2. How do U.S. Treasury yields affect the Indian Rupee day to day?

Higher Treasury yields raise the returns on dollar-denominated assets and can pull capital out of emerging markets. They also strengthen the dollar in global funding markets. For INR, the result is usually gradual depreciation pressure rather than sharp moves because FX volatility is often smoothed.


3. Is India’s rate advantage enough to strengthen INR?

Not by itself. India’s repo rate is 5.25% versus a 3.5% to 3.75% Fed funds target range, but foreign investors focus on hedged returns. If forward or swap costs rise, the carry advantage can shrink quickly.


4. What role do RBI Reserves play in USD/INR forecasting?

Large reserves allow the RBI to dampen volatility and reduce the probability of disorderly moves.

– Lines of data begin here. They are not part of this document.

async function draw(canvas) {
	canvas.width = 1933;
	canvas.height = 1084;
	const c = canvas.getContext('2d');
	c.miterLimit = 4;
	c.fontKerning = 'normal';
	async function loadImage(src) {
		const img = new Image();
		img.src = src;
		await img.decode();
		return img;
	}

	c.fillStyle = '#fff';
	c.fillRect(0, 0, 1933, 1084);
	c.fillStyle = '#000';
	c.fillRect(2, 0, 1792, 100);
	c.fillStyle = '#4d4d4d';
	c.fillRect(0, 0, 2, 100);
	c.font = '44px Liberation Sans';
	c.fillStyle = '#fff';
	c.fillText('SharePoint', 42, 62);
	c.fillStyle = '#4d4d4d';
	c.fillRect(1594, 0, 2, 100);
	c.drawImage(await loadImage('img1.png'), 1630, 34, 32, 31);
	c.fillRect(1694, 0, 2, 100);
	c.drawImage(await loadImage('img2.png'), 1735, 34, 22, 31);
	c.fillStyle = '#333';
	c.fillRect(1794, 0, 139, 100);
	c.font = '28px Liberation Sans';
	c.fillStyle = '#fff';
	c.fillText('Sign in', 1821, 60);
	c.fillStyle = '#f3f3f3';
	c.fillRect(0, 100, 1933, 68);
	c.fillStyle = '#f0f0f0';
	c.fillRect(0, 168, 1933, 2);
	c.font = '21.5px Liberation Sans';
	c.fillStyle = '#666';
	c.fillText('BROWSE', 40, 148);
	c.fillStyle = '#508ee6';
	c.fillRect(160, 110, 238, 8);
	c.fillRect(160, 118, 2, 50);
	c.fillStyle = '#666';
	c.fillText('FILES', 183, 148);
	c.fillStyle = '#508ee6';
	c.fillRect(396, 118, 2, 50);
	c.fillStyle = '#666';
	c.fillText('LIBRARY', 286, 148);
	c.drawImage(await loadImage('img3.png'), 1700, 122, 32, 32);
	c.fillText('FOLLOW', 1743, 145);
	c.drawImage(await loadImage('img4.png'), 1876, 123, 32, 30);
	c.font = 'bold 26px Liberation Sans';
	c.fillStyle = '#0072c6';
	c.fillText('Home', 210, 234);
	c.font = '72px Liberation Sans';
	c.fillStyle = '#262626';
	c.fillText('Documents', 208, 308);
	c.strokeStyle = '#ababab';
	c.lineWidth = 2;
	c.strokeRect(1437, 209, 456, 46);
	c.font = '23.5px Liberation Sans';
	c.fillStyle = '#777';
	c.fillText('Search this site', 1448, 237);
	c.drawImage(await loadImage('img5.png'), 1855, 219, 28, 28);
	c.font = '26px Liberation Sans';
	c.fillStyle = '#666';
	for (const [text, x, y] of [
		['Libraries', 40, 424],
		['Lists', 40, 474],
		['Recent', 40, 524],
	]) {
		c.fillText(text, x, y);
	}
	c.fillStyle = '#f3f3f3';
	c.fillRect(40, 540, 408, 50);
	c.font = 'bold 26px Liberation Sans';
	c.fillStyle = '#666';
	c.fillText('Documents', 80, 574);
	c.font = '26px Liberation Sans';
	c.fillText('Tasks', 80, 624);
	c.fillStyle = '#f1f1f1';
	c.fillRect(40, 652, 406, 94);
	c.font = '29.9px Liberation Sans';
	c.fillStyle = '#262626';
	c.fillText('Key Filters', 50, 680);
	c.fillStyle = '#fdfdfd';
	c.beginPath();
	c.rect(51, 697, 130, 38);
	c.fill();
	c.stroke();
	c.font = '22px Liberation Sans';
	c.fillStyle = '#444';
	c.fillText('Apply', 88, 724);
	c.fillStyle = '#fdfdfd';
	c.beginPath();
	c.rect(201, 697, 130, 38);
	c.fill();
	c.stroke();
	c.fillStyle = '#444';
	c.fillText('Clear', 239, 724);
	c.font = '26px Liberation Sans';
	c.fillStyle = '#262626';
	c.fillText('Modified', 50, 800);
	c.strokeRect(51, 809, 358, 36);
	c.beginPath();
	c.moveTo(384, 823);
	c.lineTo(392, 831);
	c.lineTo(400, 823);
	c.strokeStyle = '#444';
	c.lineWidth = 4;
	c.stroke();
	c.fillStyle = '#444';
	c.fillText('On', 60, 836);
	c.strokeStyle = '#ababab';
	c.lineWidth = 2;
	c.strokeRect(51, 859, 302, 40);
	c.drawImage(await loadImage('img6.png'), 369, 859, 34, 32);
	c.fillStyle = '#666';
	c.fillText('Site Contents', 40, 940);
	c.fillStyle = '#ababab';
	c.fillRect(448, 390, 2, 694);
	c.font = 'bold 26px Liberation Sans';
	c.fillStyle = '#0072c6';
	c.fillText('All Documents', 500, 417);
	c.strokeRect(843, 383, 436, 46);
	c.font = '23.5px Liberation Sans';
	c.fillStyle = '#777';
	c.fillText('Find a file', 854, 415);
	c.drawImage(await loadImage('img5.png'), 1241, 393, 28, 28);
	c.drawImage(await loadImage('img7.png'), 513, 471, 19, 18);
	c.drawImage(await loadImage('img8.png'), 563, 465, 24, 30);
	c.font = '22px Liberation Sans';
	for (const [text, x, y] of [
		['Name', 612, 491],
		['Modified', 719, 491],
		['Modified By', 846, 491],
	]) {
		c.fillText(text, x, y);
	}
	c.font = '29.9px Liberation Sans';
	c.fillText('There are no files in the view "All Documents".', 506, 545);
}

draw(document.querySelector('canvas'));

The RBI reported reserves of $686.2 bn as of 28 Nov 2025, implying strong capacity to smooth shocks, even if the trend is influenced by yields and flows.


5. Why can USD/INR rise even when India’s inflation is very low?

Because FX is driven by relative returns and capital flows, not inflation alone. India’s headline inflation has been extremely low recently, but if U.S. real yields stay high or portfolio flows weaken, USD demand can still dominate and keep USD/INR near the top of its range.


6. What would confirm a more durable INR rally?

A sustained decline in U.S. real yields and a clear improvement in India’s net capital inflows. A supportive oil backdrop helps by keeping the current account deficit modest. Without those conditions, INR strength typically fades into range trading and managed depreciation.


Conclusion

The USD to INR Forecast is still primarily a yield story. With U.S. 10-year yields around 4.14% and real yields near 1.91%, the dollar remains well supported on a risk-adjusted basis, keeping USD/INR biased to the upside even as India’s domestic fundamentals look strong. [1]


India’s macro mix of strong growth, low inflation, and large reserves provides stability rather than automatic INR strength. The most realistic path is continued range trade near ₹90 with a slight upward drift, unless U.S. real yields fall decisively and India sees a clearer revival in portfolio inflows.


Disclaimer: This material is for general information purposes only and is not intended as (and should not be considered to be) financial, investment, or other advice on which reliance should be placed. No opinion given in the material constitutes a recommendation by EBC or the author that any particular investment, security, transaction, or investment strategy is suitable for any specific person.